(Source data)

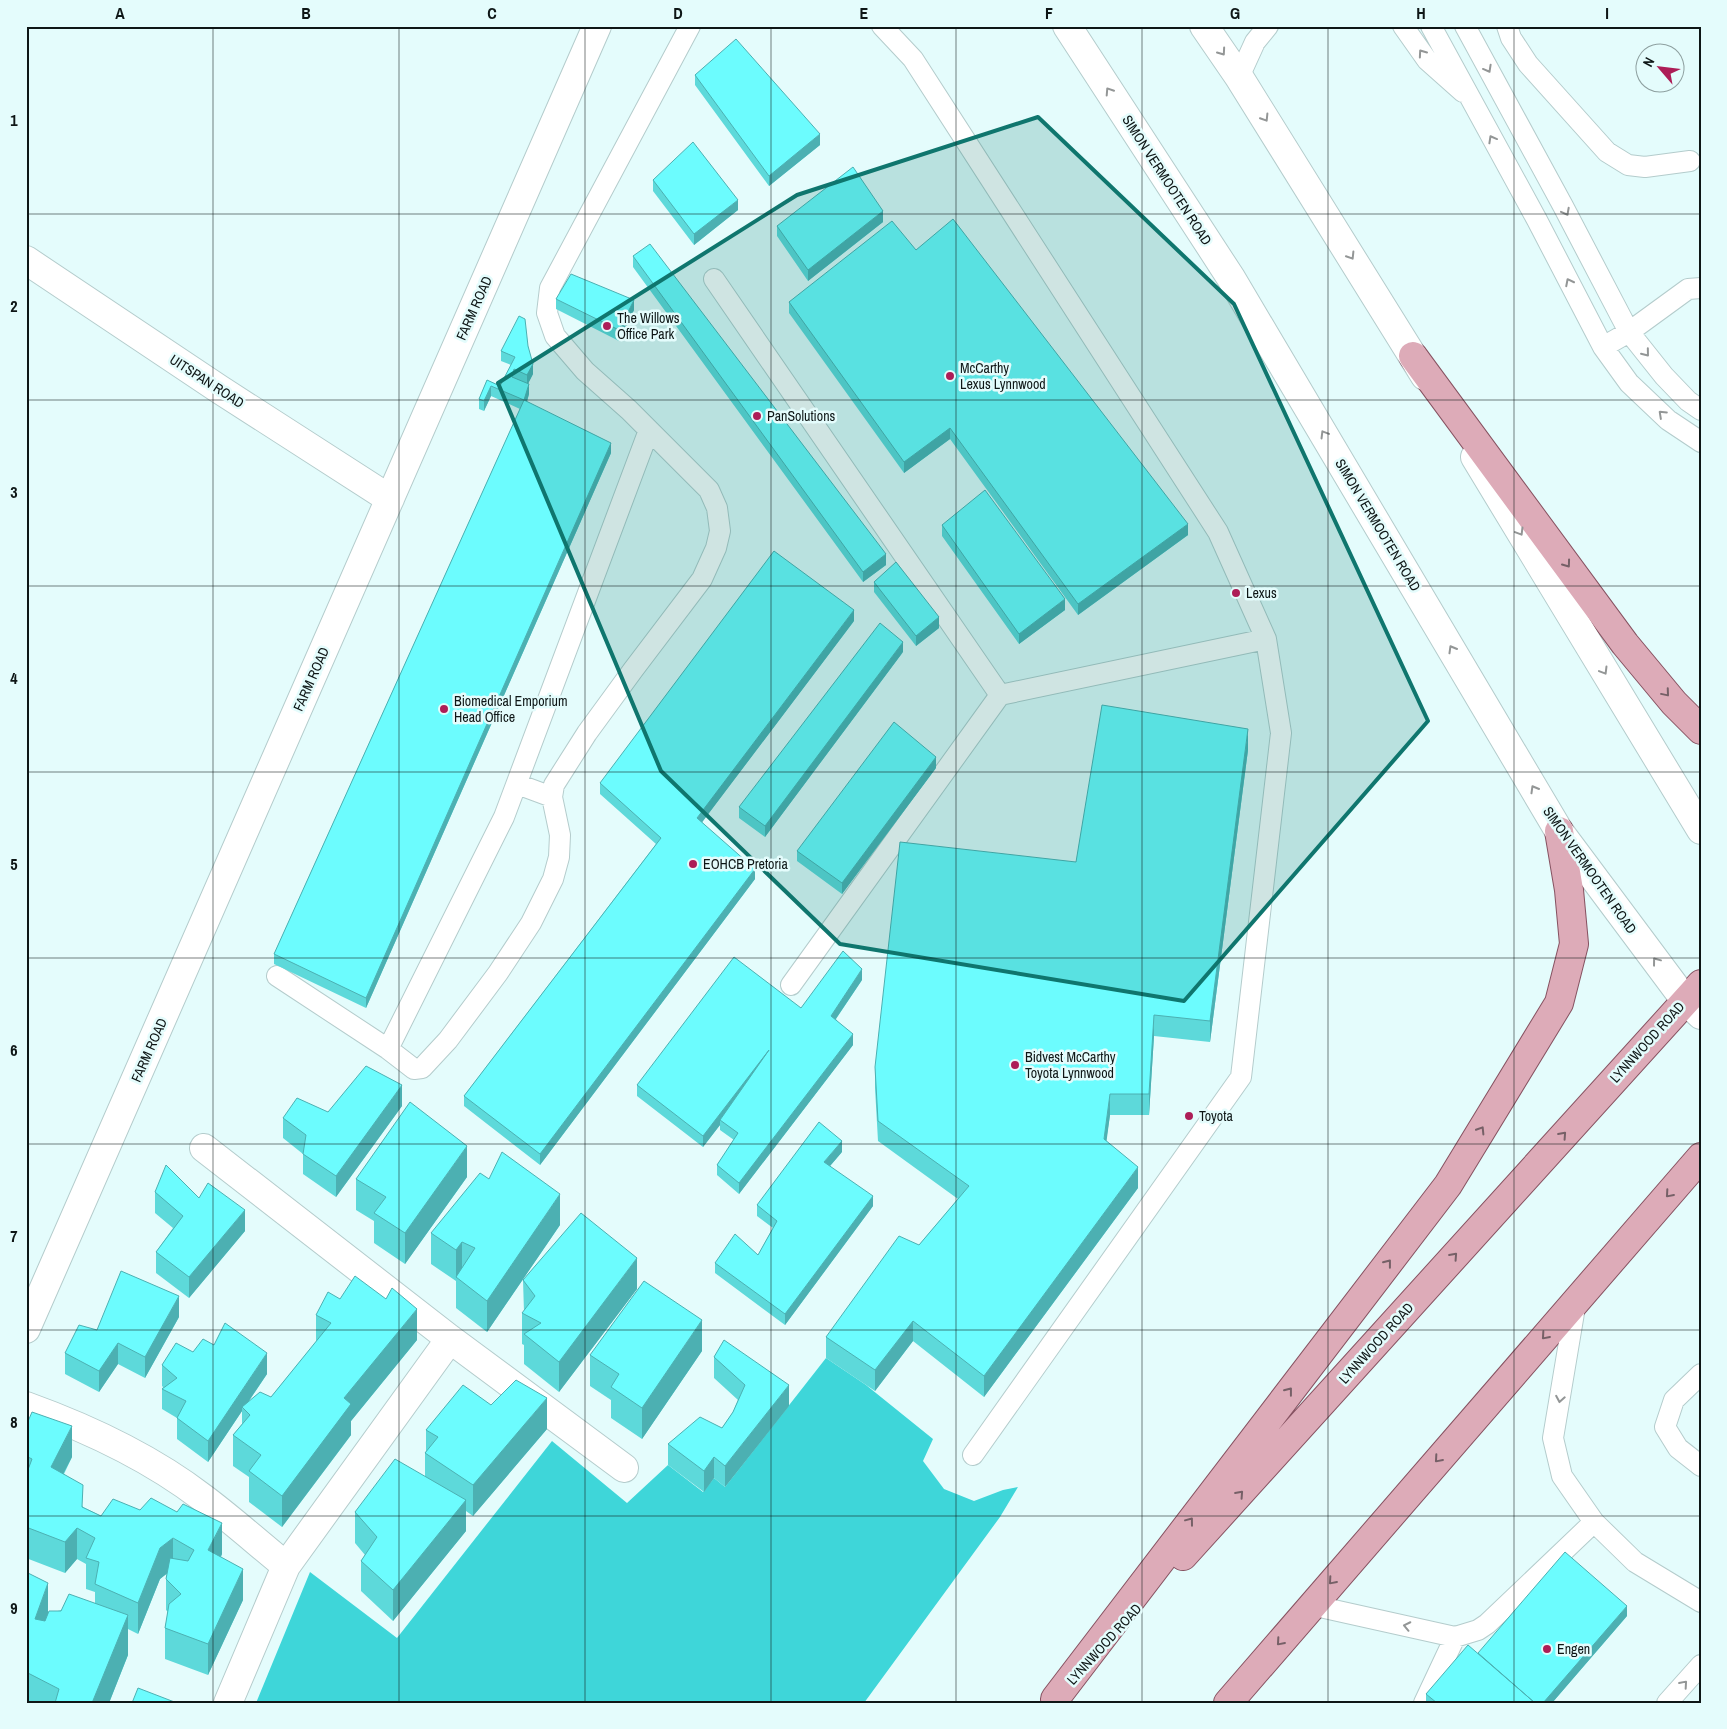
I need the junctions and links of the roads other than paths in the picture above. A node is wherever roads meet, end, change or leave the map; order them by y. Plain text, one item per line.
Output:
1 (690, 26) edge
2 (882, 26) edge
3 (1067, 26) edge
4 (1204, 26) edge
5 (1268, 26) edge
6 (1403, 26) edge
7 (1432, 26) edge
8 (1465, 26) edge
9 (1507, 26) edge
10 (597, 27) edge
11 (1240, 77) junction
12 (1470, 98) junction
13 (1690, 161) dead end
14 (26, 260) edge
15 (714, 279) dead end
16 (1701, 288) edge
17 (1629, 332) junction
18 (1603, 347) junction
19 (1413, 356) junction
20 (1701, 410) edge
21 (649, 430) junction
22 (1701, 442) edge
23 (390, 498) junction
24 (1266, 639) junction
25 (1000, 695) junction
26 (1701, 730) edge
27 (517, 784) junction
28 (552, 797) junction
29 (1701, 830) edge
30 (1559, 831) junction
31 (277, 976) dead end
32 (791, 985) dead end
33 (1696, 1000) edge
34 (388, 1050) junction
35 (204, 1148) dead end
36 (1701, 1157) edge
37 (1577, 1299) junction
38 (26, 1329) edge
39 (450, 1338) junction
40 (1701, 1374) edge
41 (26, 1406) edge
42 (974, 1455) dead end
43 (1701, 1466) edge
44 (624, 1468) dead end
45 (1594, 1522) junction
46 (286, 1566) junction
47 (1701, 1602) edge
48 (1311, 1605) junction
49 (1455, 1637) junction
50 (1701, 1665) edge
51 (1053, 1701) edge
52 (228, 1703) edge
53 (1228, 1703) edge
54 (1424, 1703) edge
55 (1667, 1703) edge

1 - 21 lane
2 - 24 lane
30 -> 3 street, SIMON VERMOOTEN ROAD
4 -> 11 street
5 - 11 lane
12 -> 6 lane
7 - 12 lane
8 -> 17 lane
9 - 13 lane
10 - 23 street, FARM ROAD
11 -> 19 street
18 -> 12 lane
14 - 23 street, UITSPAN ROAD
15 - 25 lane
16 - 17 lane
17 - 18 lane
17 -> 20 lane
22 -> 18 lane
19 -> 26 main road
19 -> 29 street
21 - 27 lane
21 - 28 lane
23 - 38 street, FARM ROAD
24 - 25 lane
24 - 42 lane
25 - 32 lane
27 - 28 lane
27 - 34 lane
28 - 34 lane
33 -> 30 street, SIMON VERMOOTEN ROAD
51 -> 30 main road
31 - 34 lane
51 -> 33 main road, LYNNWOOD ROAD
35 - 39 street
36 -> 37 main road
37 -> 45 lane
37 -> 48 main road
39 - 44 street
39 - 46 street
40 - 43 lane
41 - 46 street
45 - 47 lane
45 - 49 lane
46 - 52 street
49 -> 48 lane
48 -> 53 main road
49 - 54 lane
55 -> 50 lane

- Exercise goal
Without the pictures, write out every line above exactly as it appears.

- Response
I need the junctions and links of the roads other than paths in the picture above. A node is wherever roads meet, end, change or leave the map; order them by y. Plain text, one item per line.
Output:
1 (690, 26) edge
2 (882, 26) edge
3 (1067, 26) edge
4 (1204, 26) edge
5 (1268, 26) edge
6 (1403, 26) edge
7 (1432, 26) edge
8 (1465, 26) edge
9 (1507, 26) edge
10 (597, 27) edge
11 (1240, 77) junction
12 (1470, 98) junction
13 (1690, 161) dead end
14 (26, 260) edge
15 (714, 279) dead end
16 (1701, 288) edge
17 (1629, 332) junction
18 (1603, 347) junction
19 (1413, 356) junction
20 (1701, 410) edge
21 (649, 430) junction
22 (1701, 442) edge
23 (390, 498) junction
24 (1266, 639) junction
25 (1000, 695) junction
26 (1701, 730) edge
27 (517, 784) junction
28 (552, 797) junction
29 (1701, 830) edge
30 (1559, 831) junction
31 (277, 976) dead end
32 (791, 985) dead end
33 (1696, 1000) edge
34 (388, 1050) junction
35 (204, 1148) dead end
36 (1701, 1157) edge
37 (1577, 1299) junction
38 (26, 1329) edge
39 (450, 1338) junction
40 (1701, 1374) edge
41 (26, 1406) edge
42 (974, 1455) dead end
43 (1701, 1466) edge
44 (624, 1468) dead end
45 (1594, 1522) junction
46 (286, 1566) junction
47 (1701, 1602) edge
48 (1311, 1605) junction
49 (1455, 1637) junction
50 (1701, 1665) edge
51 (1053, 1701) edge
52 (228, 1703) edge
53 (1228, 1703) edge
54 (1424, 1703) edge
55 (1667, 1703) edge

1 - 21 lane
2 - 24 lane
30 -> 3 street, SIMON VERMOOTEN ROAD
4 -> 11 street
5 - 11 lane
12 -> 6 lane
7 - 12 lane
8 -> 17 lane
9 - 13 lane
10 - 23 street, FARM ROAD
11 -> 19 street
18 -> 12 lane
14 - 23 street, UITSPAN ROAD
15 - 25 lane
16 - 17 lane
17 - 18 lane
17 -> 20 lane
22 -> 18 lane
19 -> 26 main road
19 -> 29 street
21 - 27 lane
21 - 28 lane
23 - 38 street, FARM ROAD
24 - 25 lane
24 - 42 lane
25 - 32 lane
27 - 28 lane
27 - 34 lane
28 - 34 lane
33 -> 30 street, SIMON VERMOOTEN ROAD
51 -> 30 main road
31 - 34 lane
51 -> 33 main road, LYNNWOOD ROAD
35 - 39 street
36 -> 37 main road
37 -> 45 lane
37 -> 48 main road
39 - 44 street
39 - 46 street
40 - 43 lane
41 - 46 street
45 - 47 lane
45 - 49 lane
46 - 52 street
49 -> 48 lane
48 -> 53 main road
49 - 54 lane
55 -> 50 lane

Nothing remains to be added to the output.